# [Exercise requirements]
Reading the listing that follows, count the lines where "this" appears, and answer with only that count.

# [Data excerpts]
::::

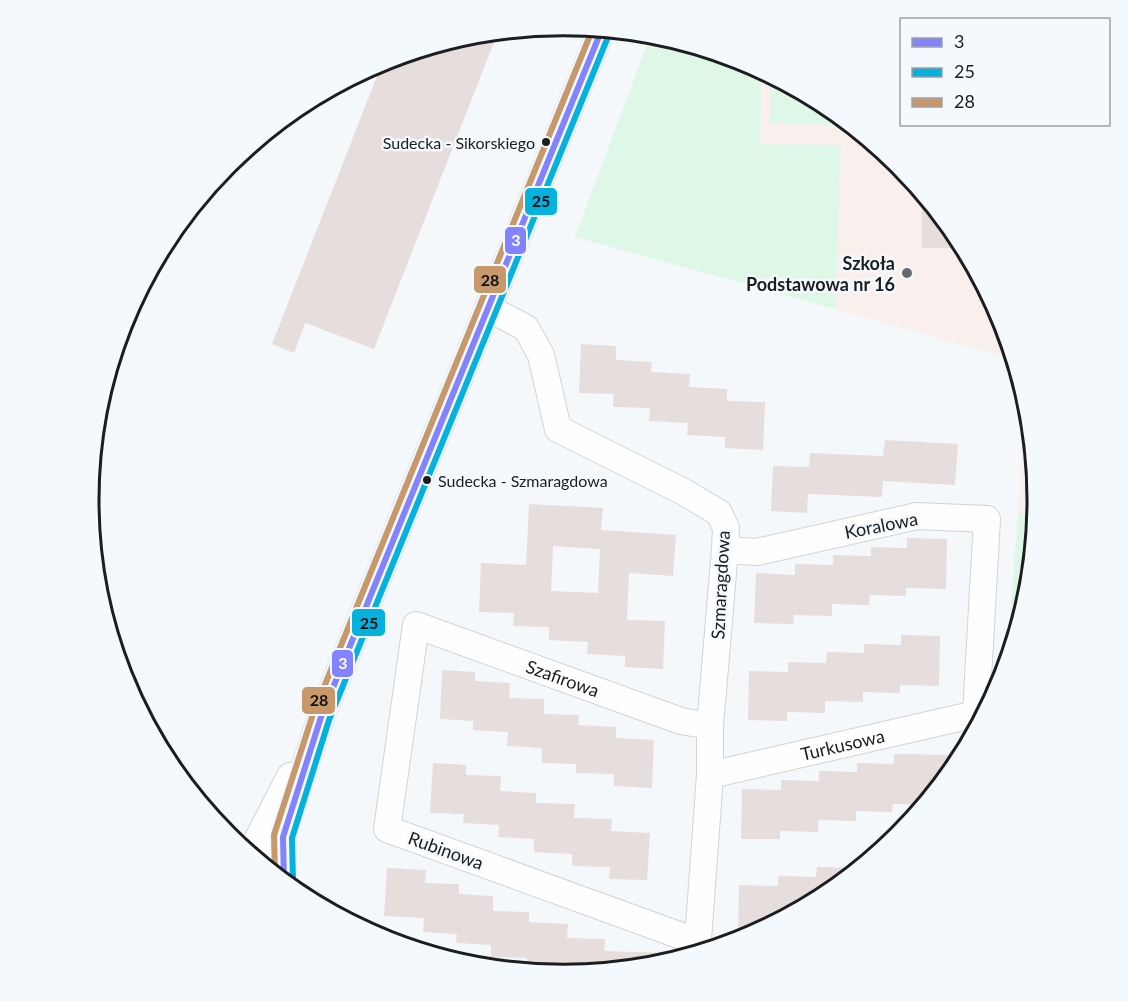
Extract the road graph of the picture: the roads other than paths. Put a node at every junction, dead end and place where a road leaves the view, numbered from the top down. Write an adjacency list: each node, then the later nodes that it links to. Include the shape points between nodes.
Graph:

::::

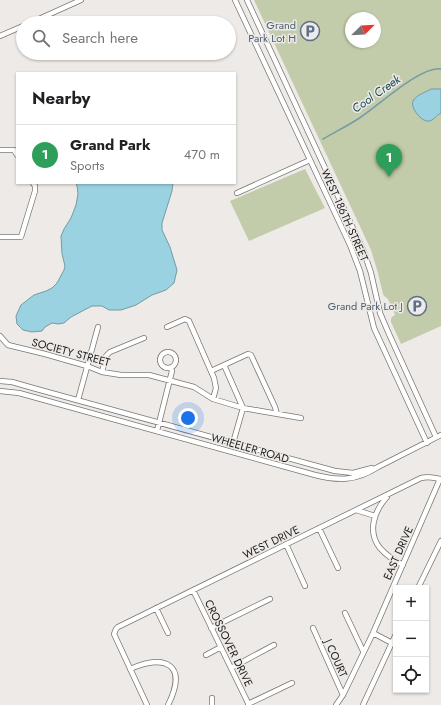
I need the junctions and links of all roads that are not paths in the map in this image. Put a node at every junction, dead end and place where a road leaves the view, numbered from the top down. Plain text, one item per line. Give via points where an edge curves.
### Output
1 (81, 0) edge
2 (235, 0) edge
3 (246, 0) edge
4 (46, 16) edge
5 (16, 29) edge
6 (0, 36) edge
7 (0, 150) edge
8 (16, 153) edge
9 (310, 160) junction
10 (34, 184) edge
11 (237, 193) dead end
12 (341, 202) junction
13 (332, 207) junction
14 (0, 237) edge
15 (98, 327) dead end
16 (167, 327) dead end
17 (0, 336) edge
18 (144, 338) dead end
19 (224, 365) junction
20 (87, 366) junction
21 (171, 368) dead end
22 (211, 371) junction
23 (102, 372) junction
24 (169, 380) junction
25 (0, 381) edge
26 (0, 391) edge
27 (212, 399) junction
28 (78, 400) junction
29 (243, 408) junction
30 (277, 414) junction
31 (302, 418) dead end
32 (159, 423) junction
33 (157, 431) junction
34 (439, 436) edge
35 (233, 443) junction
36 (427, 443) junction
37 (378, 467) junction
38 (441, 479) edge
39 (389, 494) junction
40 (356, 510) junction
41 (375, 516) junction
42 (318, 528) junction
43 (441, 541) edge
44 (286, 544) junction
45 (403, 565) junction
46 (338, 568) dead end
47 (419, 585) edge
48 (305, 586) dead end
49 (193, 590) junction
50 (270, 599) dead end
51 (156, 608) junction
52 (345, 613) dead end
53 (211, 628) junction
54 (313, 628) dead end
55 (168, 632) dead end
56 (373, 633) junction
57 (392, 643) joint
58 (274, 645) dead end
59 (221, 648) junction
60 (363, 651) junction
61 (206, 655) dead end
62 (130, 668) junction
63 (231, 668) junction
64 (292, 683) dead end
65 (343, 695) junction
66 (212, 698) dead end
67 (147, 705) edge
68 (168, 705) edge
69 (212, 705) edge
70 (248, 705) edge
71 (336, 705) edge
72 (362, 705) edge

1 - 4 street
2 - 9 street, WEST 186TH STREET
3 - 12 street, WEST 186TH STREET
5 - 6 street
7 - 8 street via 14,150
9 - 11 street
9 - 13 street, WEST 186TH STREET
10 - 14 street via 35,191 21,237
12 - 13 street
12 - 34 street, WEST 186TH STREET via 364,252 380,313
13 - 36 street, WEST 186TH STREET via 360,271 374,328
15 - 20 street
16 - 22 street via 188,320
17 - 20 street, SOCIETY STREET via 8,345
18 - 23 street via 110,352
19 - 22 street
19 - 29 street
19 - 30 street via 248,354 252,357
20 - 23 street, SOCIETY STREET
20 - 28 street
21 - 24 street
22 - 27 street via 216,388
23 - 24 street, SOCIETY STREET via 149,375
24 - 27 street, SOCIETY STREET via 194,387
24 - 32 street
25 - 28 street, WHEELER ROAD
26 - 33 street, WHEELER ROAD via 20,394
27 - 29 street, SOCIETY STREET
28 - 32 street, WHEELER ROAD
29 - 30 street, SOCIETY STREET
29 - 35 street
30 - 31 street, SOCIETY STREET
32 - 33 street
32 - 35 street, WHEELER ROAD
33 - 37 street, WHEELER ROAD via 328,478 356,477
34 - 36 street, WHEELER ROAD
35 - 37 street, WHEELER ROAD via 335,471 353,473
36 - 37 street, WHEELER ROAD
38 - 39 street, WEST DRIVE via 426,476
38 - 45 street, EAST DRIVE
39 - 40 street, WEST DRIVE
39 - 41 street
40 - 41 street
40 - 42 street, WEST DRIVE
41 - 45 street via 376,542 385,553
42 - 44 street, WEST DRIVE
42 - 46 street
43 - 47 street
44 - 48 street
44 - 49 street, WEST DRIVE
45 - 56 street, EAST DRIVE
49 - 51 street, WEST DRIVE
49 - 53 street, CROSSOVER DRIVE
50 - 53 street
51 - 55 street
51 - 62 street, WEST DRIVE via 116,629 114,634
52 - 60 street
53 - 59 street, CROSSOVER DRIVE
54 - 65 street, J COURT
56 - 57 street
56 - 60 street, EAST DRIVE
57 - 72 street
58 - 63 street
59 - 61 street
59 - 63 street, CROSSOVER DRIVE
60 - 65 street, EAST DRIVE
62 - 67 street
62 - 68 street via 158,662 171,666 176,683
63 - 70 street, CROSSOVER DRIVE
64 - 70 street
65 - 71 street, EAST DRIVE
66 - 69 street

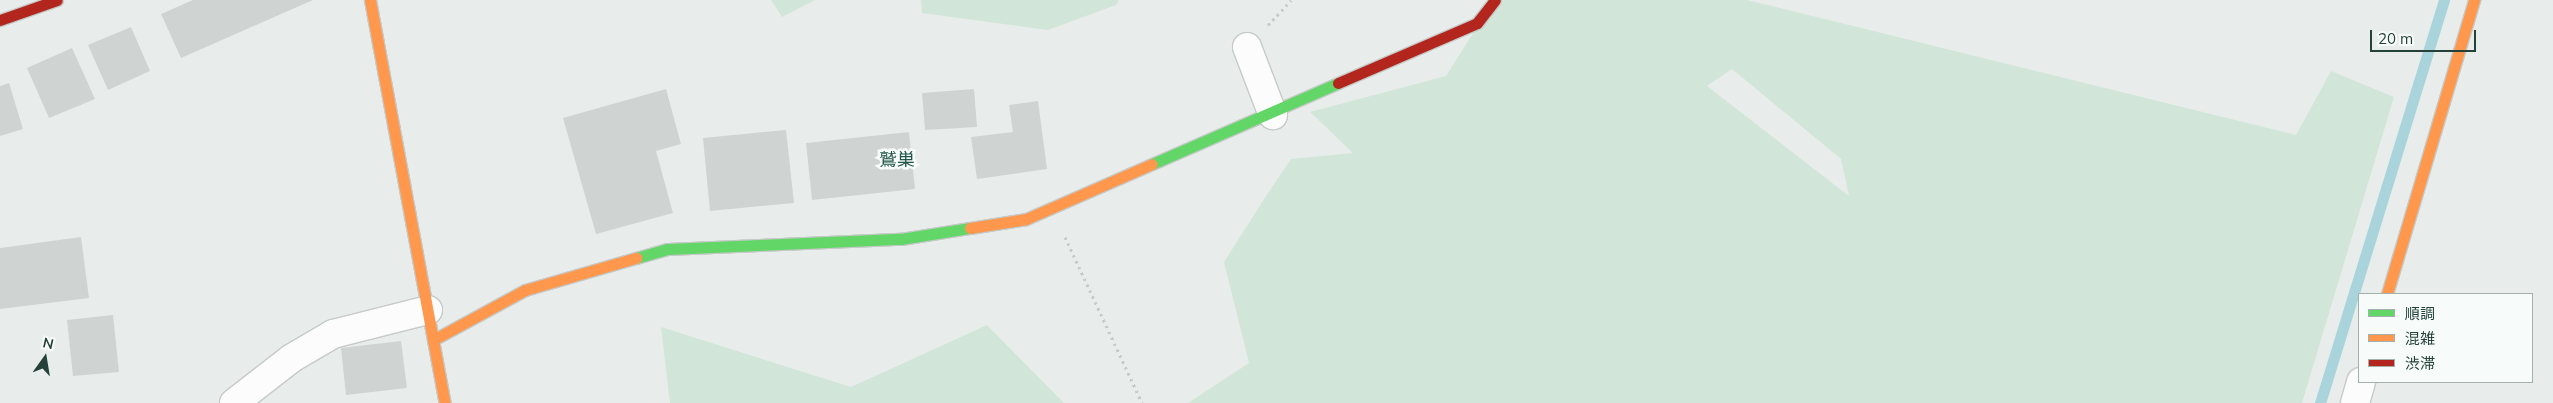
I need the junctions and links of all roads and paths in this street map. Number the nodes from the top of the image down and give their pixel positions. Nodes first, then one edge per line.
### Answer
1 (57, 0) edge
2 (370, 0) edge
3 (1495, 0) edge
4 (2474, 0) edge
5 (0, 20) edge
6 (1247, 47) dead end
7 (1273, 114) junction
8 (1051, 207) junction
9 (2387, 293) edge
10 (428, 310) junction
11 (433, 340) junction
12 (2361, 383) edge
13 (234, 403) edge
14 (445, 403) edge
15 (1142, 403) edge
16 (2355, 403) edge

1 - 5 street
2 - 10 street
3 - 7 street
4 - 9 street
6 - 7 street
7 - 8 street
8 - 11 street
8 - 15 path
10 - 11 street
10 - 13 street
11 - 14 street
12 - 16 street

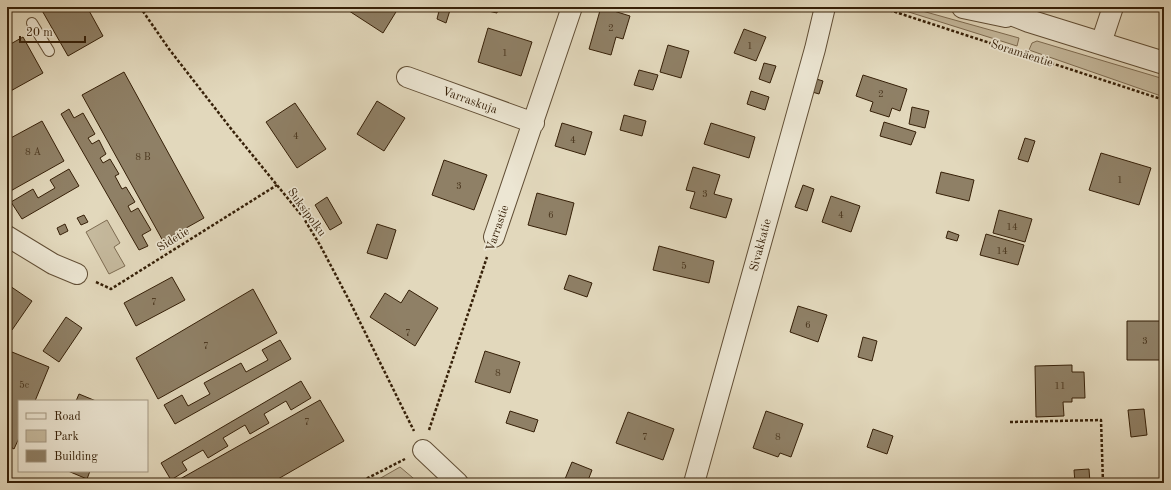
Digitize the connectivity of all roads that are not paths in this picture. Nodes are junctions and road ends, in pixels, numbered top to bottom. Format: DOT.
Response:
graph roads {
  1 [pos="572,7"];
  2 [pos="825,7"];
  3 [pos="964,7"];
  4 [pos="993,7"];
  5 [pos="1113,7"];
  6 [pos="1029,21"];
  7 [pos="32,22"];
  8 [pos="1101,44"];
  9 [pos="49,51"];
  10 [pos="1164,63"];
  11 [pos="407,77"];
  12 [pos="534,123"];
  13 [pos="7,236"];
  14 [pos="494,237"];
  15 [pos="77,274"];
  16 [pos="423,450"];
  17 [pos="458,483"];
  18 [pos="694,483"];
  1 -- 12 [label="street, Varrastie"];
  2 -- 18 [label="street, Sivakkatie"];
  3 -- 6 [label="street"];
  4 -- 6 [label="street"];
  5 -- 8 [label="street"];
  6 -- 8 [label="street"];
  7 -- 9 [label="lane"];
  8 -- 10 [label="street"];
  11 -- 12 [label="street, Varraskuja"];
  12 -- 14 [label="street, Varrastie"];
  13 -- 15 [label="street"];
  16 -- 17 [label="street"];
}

::::

# [Reply]
3